Caminando hasta el lavabo, humedeció un trapo y cogió jabón. Después de volver, se puso a su lado y lavó el maquillaje de su cara. En el primer toque de la tela, Miley farfulló indignada, eso a él parecía divertirle.
—¿No es difícil?
Ella le golpeó en la mano.
—Estás arrancándome la piel.
El suavizó la presión.
—Entonces, dejar de ponerte esta mie/rda en la cara. Te ves más como la cara del payaso que estás bordando en la almohada.

Miley se negó a ser hostigada. Después de limpiarle la cara, él cogió el cepillo antes de que pudiera anticiparse y comenzó a pasar las cerdas a través de sus endurecidos tirabuzones. Fue sorprendentemente cuidadoso y se esmeró en no tirar de su cuero cabelludo.
—Realmente es difícil sacarlo—, dijo con asombro evidente.
Ningún hombre había cepillado su pelo alguna vez. Parecía una cosa muy personal, algo que un marido podía hacer por su esposa. Miley tenía dificultad para respirar, una condición de que se hacía más pronunciada con cada segundo que pasaba. Después de haber cepillado la mayor parte del almidón, pasó el cepillo en toda la longitud de sus cabellos con una lentitud sensual. Ella le miraba fascinada, congelada mientras dejaba su cabello dorado limpio y brillante. En las sombras de color ámbar que le tocaban, le tomó el pelo caído sobre su regazo como fibras hiladas de oro.
—Hermoso—, susurró. —Al igual que sol líquido con toques de plata.
Miley arrancó el pelo de su mano y mantuvo el cepillo a distancia.
—Me haré la trenza, y entonces estaré lista para salir.

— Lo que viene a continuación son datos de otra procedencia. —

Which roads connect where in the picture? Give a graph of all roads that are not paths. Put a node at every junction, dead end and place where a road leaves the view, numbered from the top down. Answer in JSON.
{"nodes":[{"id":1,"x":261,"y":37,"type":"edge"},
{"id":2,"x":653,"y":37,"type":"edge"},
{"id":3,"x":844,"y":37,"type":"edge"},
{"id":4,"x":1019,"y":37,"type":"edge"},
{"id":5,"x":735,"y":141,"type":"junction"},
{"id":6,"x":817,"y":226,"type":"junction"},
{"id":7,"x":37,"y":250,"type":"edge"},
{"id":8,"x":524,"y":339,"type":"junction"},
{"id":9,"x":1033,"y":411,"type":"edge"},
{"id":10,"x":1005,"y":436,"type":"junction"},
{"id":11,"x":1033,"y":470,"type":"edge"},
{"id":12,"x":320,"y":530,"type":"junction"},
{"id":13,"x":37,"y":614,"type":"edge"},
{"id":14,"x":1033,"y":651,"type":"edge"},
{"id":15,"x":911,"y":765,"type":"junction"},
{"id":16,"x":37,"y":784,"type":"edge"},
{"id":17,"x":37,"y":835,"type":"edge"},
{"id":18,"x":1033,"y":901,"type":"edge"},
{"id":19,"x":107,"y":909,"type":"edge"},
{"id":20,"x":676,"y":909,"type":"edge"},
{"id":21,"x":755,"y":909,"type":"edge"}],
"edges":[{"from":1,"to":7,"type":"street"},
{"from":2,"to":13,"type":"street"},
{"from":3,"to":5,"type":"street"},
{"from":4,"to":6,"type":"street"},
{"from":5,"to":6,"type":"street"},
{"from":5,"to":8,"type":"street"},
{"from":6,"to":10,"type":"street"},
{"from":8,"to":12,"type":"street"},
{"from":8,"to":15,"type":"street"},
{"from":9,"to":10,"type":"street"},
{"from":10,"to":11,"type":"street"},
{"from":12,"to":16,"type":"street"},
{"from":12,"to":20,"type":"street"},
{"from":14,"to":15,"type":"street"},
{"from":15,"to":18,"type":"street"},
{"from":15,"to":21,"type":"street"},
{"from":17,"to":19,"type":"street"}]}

Teniendo en cuenta el agobio que sentía en este lugar cerrado, escapar al aire libre sería un alivio. Al menos, así  podría tener espacio para respirar. Se puso de pie, lo que le obligó a balancearse hacia él pisándole los talones. Ella deseaba que se cayera de plano sobre su trasero arrogante, pero Nicholas Lobo era más ágil que la mayoría, incluso con las costillas doloridas. Ella no perdió la sonrisa que cruzó por su boca.
Así que lo encontró divertido, ¿verdad? Tomó la decisión de renunciar a una trenza, que tomaría demasiado tiempo, se recogió el pelo y le dio varios giros. Paso hacia el espejo sobre el lavabo, tomó las horquillas dispersas al lado de la cuenca y las apuñaló brutalmente en el rodete sobre la cabeza, pinchándose algunas de las veces. ¿Sol líquido? Hombres.
Eran todos iguales. Cogió su sombrero de sobre el perchero, se lo puso, agarrando fuerte las cintas mientras se los ataba. El resultado fue hacerse daño en la barbilla.
Él la miró con una sonrisa pícara.
—¿Miedo de tener pecas?
Miley bufó en respuesta a su pregunta y pasó con rapidez junto a él. Que se riese. No le importaba. Ella no estaba dispuesta a explicar por qué pensaba usar un sombrero de sol por la noche. Podía pensar lo que quisiera.